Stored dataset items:
____________________
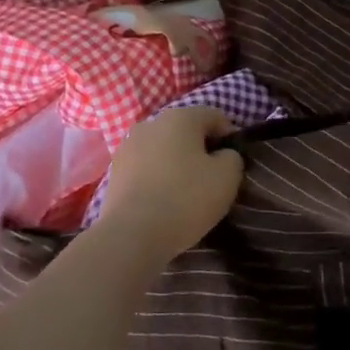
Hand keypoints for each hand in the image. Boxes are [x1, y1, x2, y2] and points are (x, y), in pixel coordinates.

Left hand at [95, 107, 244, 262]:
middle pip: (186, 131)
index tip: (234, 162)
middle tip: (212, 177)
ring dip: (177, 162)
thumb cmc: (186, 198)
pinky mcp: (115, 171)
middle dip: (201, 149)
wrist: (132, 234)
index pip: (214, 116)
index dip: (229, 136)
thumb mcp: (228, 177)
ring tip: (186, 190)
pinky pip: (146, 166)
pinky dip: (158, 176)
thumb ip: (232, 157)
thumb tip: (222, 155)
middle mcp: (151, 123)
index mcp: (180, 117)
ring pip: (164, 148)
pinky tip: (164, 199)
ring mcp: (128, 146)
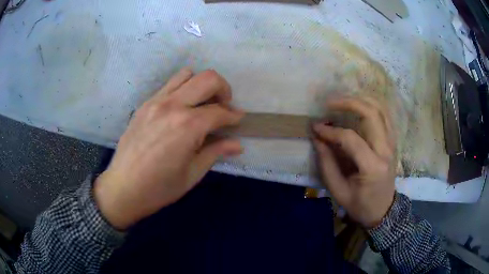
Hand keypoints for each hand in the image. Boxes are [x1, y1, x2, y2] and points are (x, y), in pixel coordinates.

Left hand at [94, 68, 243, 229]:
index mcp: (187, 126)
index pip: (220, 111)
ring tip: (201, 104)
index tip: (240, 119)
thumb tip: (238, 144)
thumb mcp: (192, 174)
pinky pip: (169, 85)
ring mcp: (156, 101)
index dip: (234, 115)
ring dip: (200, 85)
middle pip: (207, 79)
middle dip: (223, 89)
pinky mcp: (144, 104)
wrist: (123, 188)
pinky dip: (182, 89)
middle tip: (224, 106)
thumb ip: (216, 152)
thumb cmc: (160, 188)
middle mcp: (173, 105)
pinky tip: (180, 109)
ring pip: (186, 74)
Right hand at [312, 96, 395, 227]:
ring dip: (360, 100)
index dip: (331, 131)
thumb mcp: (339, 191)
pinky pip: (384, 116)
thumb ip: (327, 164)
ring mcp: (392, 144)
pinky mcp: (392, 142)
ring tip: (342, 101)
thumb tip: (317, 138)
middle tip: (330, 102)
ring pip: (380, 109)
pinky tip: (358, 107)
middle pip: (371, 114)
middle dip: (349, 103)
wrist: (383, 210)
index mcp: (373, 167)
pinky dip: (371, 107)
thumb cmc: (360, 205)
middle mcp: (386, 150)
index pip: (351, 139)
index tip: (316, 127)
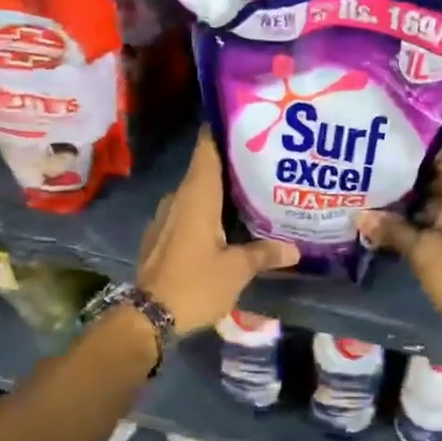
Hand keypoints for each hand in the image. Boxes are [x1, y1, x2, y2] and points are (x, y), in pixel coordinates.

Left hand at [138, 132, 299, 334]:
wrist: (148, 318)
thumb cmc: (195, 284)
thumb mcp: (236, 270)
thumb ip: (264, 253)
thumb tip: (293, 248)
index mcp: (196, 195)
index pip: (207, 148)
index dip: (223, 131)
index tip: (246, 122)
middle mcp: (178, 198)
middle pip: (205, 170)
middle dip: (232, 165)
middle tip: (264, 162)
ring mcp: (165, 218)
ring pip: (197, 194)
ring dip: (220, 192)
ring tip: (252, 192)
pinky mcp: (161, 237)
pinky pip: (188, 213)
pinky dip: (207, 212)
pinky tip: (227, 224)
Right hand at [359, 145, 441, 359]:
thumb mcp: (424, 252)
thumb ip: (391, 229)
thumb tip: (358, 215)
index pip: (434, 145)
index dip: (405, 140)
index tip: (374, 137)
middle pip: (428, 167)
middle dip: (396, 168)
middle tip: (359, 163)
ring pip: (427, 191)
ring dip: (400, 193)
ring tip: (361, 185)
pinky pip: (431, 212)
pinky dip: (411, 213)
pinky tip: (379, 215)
____________________
▶ WHAT THE EXERCISE ASKS
Reproduce exactly the lines above that run from the one with "ring tip: (201, 104)" to the one with "index mcp: (196, 195)", both included, leaving pictures out.

▶ EXERCISE ANSWER
ring tip: (201, 104)
index tip: (240, 119)
thumb tip: (238, 144)
thumb mcp: (192, 174)
pinky pip: (169, 85)
ring mcp: (156, 101)
index dip: (234, 115)
ring dip: (200, 85)
middle pip: (207, 79)
middle dip: (223, 89)
pinky mcp: (144, 104)
wrist: (123, 188)
pinky dip: (182, 89)
middle tip: (224, 106)
thumb ip: (216, 152)
thumb cmc: (160, 188)
middle mcp: (173, 105)
pinky tip: (180, 109)
ring pip: (186, 74)
Right hand at [312, 96, 395, 227]:
ring dip: (360, 100)
index dip: (331, 131)
thumb mcp: (339, 191)
pinky pip: (384, 116)
thumb ip: (327, 164)
ring mcp: (392, 144)
pinky mcp: (392, 142)
ring tip: (342, 101)
thumb tip: (317, 138)
middle tip: (330, 102)
ring pip: (380, 109)
pinky tip: (358, 107)
middle pip: (371, 114)
middle dip: (349, 103)
wrist: (383, 210)
index mcp: (373, 167)
pinky dip: (371, 107)
thumb cmc: (360, 205)
middle mcp: (386, 150)
index pip: (351, 139)
index tip: (316, 127)
Hand keypoints for each hand in the image. Boxes are [x1, y1, x2, y2] and points are (x, y), in pixel coordinates.

Left hand at [138, 132, 299, 334]:
wrist: (148, 318)
thumb cmc: (195, 284)
thumb mcp: (236, 270)
thumb ip: (264, 253)
thumb tip: (293, 248)
index mcp: (196, 195)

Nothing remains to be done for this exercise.